À medida que as
pesquisas avançam, a história dos primeiros dias da Maçonaria Inglesa parecem
mais complexas do que aquilo que é dito ou imaginado até agora.
Este é o caso
do conflito fundamental que abalou a Maçonaria do outro lado do Canal durante
quase 60 anos: a disputa entre os “Antigos” e “Modernos” (1751/1753-1813).
Sobretudo estudado
como um assunto interno na Inglaterra, ao que parece, hoje, se você quer
renovar e aprofundar a questão é preciso levar em conta o ambiente britânico,
especialmente Irlandês, incluindo a Maçonaria continental e principalmente a
Maçonaria francesa.
Assim é que desde
1928, Philipp Crossle, grande historiador da Maçonaria irlandesa, chamou a
atenção para as especificidades desta Maçonaria, em particular para a
existência de um sistema de 3 graus ou etapas, anterior ao sistema revelado por
Samuel Prichard em 1730, dotado de um conteúdo diferente do que compreendia o
Real Arco. Ao fazer isso, Crossle propunha implicitamente a questão do
aparecimento e da influência dos altos graus na história geral da Maçonaria.
Por outro lado, se,
conforme mostrou Alain Bernheim, as Maçonarias britânica e francesa eram para
os graus azuis, substancialmente idênticas até cerca de 1750 (até o
aparecimento dos “Antigos”), é verdade que o afloramento dos altos graus na França
a partir dos anos de 1740 terá um impacto sobre a Maçonaria Inglesa a partir do
fim do século.
Isso quer dizer que a
maneira usual de olhar para este conflito como uma disputa entre um Inglês
perfeitamente definido e imutável representado pela GL de 1717 e chamada
“Modernos ” e um sistema importado da Irlanda pelos “Antigos” , sem dúvida tem
de ser renovado.
Para tomar só um
problema, por exemplo, o Real Arco que se considera ter sido importado da
Irlanda para a Inglaterra pelos “Antigos”, como explicar o fato de que a lenda
deste grau que em breve seria conhecido na Inglaterra é diferente da que foi
desenvolvida na versão irlandesa, mas muito próxima da lenda contida nos
rituais franceses do chamado “Royale Arch”?
Está claro que a
história da Maçonaria Inglesa não se resume na história da Maçonaria na
Inglaterra no “sentido estrito”. É, na verdade, a história da Maçonaria sofreu
todos os tipos de influências, internas e Inglesas, é claro, mas também
externas, irlandesas e francesas.
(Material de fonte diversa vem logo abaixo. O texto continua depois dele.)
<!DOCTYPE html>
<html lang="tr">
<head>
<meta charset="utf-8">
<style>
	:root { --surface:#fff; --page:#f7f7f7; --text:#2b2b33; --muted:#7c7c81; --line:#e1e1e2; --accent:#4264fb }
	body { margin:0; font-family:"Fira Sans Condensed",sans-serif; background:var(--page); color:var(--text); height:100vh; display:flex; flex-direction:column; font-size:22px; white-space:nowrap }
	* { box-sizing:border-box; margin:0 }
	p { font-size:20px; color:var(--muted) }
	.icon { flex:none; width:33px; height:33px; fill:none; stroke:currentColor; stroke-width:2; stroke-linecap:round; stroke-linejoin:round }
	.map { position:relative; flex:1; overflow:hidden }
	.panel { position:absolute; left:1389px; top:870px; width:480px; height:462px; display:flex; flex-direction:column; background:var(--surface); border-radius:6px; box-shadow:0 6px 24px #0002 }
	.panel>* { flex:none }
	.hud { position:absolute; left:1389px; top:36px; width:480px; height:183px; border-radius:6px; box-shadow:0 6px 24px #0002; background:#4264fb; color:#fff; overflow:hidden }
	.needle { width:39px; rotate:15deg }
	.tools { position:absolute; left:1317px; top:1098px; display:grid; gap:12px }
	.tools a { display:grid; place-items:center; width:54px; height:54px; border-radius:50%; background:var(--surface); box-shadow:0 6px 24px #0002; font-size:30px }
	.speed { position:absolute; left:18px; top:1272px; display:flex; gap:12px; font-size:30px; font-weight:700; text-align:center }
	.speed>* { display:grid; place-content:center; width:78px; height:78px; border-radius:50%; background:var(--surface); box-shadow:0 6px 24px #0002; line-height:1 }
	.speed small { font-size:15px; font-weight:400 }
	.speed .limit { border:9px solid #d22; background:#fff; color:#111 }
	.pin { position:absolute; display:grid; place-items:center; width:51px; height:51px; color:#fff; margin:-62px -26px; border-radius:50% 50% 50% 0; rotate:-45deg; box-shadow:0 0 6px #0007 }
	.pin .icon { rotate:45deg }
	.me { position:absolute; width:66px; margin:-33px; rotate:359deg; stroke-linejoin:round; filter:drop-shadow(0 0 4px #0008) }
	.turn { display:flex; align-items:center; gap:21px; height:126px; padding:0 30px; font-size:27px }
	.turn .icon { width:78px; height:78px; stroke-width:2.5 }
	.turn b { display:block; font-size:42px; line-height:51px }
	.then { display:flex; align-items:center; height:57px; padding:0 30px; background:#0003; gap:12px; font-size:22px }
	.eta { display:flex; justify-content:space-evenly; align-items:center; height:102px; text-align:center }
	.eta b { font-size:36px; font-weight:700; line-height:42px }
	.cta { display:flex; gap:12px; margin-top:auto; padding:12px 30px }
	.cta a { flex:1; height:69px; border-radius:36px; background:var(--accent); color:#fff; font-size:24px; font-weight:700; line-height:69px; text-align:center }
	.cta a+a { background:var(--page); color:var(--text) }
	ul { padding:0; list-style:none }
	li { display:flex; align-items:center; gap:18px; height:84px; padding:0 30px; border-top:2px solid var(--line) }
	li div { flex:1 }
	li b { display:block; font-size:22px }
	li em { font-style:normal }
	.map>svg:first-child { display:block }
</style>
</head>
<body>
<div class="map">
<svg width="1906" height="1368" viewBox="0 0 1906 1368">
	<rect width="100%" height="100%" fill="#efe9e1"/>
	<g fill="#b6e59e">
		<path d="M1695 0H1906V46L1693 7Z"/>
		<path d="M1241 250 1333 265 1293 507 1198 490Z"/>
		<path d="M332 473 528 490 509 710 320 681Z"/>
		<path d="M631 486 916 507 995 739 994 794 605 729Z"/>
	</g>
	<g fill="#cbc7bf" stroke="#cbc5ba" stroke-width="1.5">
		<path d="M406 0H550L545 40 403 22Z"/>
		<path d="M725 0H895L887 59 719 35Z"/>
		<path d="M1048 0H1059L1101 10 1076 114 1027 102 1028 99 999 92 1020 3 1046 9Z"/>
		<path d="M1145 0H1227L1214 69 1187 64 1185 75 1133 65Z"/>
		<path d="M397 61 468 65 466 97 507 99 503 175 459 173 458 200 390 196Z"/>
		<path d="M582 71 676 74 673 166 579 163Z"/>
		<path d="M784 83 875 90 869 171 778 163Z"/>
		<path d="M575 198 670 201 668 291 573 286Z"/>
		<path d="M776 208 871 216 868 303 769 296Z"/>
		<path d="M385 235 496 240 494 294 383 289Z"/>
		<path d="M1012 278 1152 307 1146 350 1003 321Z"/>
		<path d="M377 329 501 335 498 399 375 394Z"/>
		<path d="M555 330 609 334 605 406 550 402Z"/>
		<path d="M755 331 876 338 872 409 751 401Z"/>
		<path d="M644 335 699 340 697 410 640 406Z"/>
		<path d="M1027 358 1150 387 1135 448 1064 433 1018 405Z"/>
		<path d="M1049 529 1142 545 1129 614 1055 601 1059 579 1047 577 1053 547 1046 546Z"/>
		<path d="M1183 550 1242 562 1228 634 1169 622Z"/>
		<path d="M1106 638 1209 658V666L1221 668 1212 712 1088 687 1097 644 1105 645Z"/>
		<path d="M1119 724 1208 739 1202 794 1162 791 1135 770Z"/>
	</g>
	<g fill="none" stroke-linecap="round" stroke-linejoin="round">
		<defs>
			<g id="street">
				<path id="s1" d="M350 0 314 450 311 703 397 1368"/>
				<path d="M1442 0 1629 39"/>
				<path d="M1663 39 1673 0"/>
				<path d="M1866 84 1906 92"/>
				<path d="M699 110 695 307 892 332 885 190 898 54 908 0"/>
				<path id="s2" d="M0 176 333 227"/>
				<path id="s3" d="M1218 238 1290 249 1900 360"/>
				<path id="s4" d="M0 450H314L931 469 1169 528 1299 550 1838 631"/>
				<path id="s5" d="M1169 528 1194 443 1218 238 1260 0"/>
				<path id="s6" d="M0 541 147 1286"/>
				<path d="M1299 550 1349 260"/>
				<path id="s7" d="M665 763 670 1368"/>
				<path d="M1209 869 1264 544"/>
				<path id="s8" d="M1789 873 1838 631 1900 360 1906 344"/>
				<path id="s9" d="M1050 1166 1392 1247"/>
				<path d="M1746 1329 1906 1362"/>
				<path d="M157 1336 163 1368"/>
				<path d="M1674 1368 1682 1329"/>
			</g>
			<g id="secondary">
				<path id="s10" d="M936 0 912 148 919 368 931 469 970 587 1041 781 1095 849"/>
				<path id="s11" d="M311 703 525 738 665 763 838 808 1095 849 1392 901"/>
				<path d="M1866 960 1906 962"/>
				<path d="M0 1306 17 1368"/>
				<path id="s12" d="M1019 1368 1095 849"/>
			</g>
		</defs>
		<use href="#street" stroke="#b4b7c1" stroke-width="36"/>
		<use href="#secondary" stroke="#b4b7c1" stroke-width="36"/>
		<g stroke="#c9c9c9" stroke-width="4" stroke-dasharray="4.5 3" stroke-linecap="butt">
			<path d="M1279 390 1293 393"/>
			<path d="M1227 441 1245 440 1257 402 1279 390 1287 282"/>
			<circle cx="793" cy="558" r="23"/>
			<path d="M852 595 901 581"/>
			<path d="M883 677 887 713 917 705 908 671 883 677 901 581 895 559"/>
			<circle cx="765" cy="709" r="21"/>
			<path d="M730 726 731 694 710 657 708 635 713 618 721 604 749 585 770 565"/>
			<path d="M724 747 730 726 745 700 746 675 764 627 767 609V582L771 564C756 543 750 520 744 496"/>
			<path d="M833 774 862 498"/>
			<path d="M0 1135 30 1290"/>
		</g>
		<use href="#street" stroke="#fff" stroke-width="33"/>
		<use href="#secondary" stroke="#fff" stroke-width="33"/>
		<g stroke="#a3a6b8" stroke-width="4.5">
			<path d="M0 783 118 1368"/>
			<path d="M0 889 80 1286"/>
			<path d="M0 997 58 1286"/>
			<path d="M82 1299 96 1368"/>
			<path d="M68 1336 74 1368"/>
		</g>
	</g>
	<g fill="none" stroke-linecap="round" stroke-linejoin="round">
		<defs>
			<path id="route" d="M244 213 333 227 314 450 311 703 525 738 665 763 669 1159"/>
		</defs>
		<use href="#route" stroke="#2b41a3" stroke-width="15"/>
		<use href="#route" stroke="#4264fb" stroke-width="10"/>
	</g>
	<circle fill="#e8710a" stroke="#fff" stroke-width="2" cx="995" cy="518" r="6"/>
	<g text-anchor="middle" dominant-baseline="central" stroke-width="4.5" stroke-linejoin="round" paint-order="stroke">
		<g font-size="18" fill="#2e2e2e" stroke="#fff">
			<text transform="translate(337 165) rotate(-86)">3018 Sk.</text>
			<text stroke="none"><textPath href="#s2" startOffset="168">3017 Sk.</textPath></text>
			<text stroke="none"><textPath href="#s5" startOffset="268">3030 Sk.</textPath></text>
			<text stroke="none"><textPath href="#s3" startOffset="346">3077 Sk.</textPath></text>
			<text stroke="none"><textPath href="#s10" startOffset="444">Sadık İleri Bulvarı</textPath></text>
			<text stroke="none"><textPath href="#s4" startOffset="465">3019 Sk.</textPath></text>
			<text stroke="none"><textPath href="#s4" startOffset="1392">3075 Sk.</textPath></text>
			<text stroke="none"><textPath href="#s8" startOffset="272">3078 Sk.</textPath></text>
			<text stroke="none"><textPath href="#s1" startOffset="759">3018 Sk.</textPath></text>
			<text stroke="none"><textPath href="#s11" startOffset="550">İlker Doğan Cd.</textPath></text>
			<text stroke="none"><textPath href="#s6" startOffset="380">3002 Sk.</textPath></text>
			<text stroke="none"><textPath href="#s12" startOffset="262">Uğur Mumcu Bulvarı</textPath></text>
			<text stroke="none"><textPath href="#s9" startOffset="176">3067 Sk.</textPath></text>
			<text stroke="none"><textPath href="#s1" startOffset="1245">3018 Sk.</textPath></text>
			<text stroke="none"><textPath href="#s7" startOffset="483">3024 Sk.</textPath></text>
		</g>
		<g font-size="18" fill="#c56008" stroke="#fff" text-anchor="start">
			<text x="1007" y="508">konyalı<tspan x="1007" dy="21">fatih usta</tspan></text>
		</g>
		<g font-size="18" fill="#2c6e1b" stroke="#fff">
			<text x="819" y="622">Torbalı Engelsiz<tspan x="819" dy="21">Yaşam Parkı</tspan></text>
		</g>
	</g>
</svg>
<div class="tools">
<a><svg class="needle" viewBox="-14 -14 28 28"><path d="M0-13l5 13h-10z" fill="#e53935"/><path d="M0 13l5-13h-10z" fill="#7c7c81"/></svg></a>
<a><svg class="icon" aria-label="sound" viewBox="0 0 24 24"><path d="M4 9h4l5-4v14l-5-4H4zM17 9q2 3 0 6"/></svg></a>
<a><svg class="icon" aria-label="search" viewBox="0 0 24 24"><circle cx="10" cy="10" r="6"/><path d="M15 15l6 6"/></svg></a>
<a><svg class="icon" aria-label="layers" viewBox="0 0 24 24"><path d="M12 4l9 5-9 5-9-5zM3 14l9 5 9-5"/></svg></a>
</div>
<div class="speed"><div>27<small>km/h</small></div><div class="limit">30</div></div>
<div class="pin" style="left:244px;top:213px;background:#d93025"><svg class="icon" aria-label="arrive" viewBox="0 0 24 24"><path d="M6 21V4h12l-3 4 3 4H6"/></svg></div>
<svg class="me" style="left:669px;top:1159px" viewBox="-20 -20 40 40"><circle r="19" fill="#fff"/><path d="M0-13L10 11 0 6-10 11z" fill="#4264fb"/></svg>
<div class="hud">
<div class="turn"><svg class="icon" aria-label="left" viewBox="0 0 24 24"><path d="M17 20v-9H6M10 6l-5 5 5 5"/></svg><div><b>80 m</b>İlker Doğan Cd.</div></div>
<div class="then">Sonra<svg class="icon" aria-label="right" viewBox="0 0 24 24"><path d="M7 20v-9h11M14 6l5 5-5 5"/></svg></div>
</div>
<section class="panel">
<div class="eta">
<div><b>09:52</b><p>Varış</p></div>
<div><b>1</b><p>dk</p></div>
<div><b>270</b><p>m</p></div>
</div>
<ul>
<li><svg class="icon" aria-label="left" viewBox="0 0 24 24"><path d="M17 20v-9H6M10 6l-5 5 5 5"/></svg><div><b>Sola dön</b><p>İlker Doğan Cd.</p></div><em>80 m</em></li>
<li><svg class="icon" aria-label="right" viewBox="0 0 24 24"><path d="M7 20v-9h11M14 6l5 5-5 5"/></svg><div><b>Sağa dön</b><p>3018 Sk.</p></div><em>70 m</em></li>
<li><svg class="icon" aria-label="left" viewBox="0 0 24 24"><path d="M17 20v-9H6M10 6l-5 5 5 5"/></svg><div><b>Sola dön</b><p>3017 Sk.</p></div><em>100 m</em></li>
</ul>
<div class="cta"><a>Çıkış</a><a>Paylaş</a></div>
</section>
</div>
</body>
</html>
No segundo terço do século XVIII, foi criado
portanto na Inglaterra um sistema maçônico que é o produto de todas estas
influências e, que evidentemente, também influenciou, por sua vez, outras
Maçonarias , particularmente na França. Aparece assim uma história
franco-britânica que tenta cercar todas essas influências e reler uma série de
problemas relacionados com as origens da Maçonaria: Instalação do Mestre da
Loja, o Real Arco, etc.
A disputa entre
“Modernos” e “Antigos” é uma disputa fundamental da maçonaria Inglesa. Classicamente,
ela é enunciada assim: até 1750, a Maçonaria Inglês está unida e uniforme. Em
1751, aparece uma nova organização maçônica que vai se chamar “GL dos FM
segundo as antigas instituições” ou mais simplesmente “GL of the Antients”. A
GL de 1717 será chamada, impensadamente “GL dos Modernos” (e hoje “Primeira
Grande Loja”). Esta GL dos Antigos foi principalmente fundada por maçons
irlandeses que viviam em Londres, mas que negavam os usos da GL de 1717, que em
1750, já estava amplamente difundida por toda a Inglaterra.
Até o final do século
XIX, a teoria segundo a qual a GL dos “Antigos” era uma divisão ou cisma da GL
dos Modernos era comumente aceita. De acordo com esta tese, certo número de
lojas teria deixado a GL em Londres e criado uma nova obediência com forma de
negar as inovações negativas que tinham sido trazidas ao Craft pela referida
GL. Essas inovações, entre as quais a famosa história da inversão das palavras
sagradas (J-B ou B-J), tinham aparecido na década de 1730, e logo elas teriam
se tornado muito numerosas (até ao ponto de se tornar inaceitável) que certas
Lojas teriam decidido na década de 1750, voltar aos antigos usos e deixar a GL
de 1717.
Esta tese foi, evidentemente, defendida pelos mesmos “Antigos” e desde
1756 com a publicação do livro das Constituições Aimã Rezom de Laurence
Dermott. Henry Sadler (em Fatos Maçônicos e Ficções) mostrou definitivamente em
1887 que a fundação de 1751 não era o resultado de um cisma, mas que era “algo
novo” e, portanto, tem uma origem diferente da GL de 1717.
Na verdade, é uma
Grande Comissão que aparece em 1751 e leva o título de GL a partir de 1753,
quando teve um irmão de nascimento nobre a presidi-la como Grão-Mestre. Os
primeiros membros eram irlandeses emigrados para a Inglaterra. Eles
provavelmente teriam tido dificuldade em se tornar maçons em Lojas Inglesas.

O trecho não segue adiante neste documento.